Ultimately, the while family unit has reaped the rewards of his workaholism. Had he been an entitled manchild who was selfish and unfair there would have been less reaping and more leaving I imagine.

Roundeartheratchriatmas · 10/07/2024 08:39

There is a movement in South Korea where women are saying no - and refusing to date, have sex with or marry men as the societal differences between men and women are so deep and negatively effect women.

I think they might be on to something - I do not believe men will change their behaviour until we change ours.

As long as men can behave badly, be lazy but still have a wife, children and get their washing done, house cleaned and cooking done they will continue to behave badly as there are no consequences.

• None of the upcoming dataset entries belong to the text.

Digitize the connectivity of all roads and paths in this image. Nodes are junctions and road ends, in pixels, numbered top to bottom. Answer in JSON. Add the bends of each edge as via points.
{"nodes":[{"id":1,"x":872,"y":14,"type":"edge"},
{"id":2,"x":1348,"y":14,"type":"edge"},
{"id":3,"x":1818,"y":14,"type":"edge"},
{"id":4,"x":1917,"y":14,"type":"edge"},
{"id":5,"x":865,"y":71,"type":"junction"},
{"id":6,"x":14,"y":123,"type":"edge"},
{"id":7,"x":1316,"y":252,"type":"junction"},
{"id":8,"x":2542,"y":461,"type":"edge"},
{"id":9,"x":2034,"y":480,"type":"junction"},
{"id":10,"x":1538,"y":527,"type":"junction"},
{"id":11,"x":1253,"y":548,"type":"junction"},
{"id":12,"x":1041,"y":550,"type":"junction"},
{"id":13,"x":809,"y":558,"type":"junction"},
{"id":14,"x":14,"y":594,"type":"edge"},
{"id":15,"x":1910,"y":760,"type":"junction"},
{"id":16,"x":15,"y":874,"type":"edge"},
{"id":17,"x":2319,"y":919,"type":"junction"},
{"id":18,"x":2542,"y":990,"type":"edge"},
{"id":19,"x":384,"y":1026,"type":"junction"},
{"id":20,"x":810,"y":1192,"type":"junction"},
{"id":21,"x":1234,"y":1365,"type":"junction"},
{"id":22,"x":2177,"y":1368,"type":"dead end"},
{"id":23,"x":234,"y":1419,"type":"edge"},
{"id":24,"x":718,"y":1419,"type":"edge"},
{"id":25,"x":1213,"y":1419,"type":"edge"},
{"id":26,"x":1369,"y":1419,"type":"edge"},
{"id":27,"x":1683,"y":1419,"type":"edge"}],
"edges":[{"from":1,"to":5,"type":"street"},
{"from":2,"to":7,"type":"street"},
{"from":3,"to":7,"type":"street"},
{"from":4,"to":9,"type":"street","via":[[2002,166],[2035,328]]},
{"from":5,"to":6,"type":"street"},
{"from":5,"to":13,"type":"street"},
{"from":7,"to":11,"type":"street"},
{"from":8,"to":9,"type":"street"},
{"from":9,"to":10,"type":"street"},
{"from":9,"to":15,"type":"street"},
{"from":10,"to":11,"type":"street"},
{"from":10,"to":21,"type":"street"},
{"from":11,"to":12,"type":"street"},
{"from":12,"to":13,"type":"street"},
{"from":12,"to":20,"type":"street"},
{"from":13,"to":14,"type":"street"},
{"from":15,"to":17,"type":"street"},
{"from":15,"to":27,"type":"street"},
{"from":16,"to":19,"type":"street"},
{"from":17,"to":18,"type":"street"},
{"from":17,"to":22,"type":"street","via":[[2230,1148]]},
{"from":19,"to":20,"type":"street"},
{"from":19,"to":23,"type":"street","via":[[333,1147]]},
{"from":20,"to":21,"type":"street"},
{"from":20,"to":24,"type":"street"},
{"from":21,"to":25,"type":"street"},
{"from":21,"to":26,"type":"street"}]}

TeabySea · 10/07/2024 08:42

I don't understand how men think being so useless is in any way endearing. Or why any women with any self-respect tolerate it.
A friend of mine has a husband a bit like this. He was perfectly capable of doing housework, managing appointments, cleaning, cooking when they both lived independently. Now they're married with children (and both working), he has a tendency to let chores slide. Friend won't enable him and leaves his mess to him to clear up - so if he's supposed to be cooking and he hasn't washed up, she leaves it.
Allegedly he's not too happy about this.

BabySnarkDoDoo · 10/07/2024 08:44

I can't say I blame them, it's a nice arrangement if you can go out to work and then have all your cooking and cleaning done for you. I'm not sure I agree with the argument that it's all down to how their mother's raised them as I can think of a few examples of brothers raised in the same house who are polar opposites in terms of how they view housework.

I do think generally there's often a big difference in standards in expectations of cleanliness between the sexes. A lot of men I've met would leave washing dishes and clothes until there's literally no clean ones left.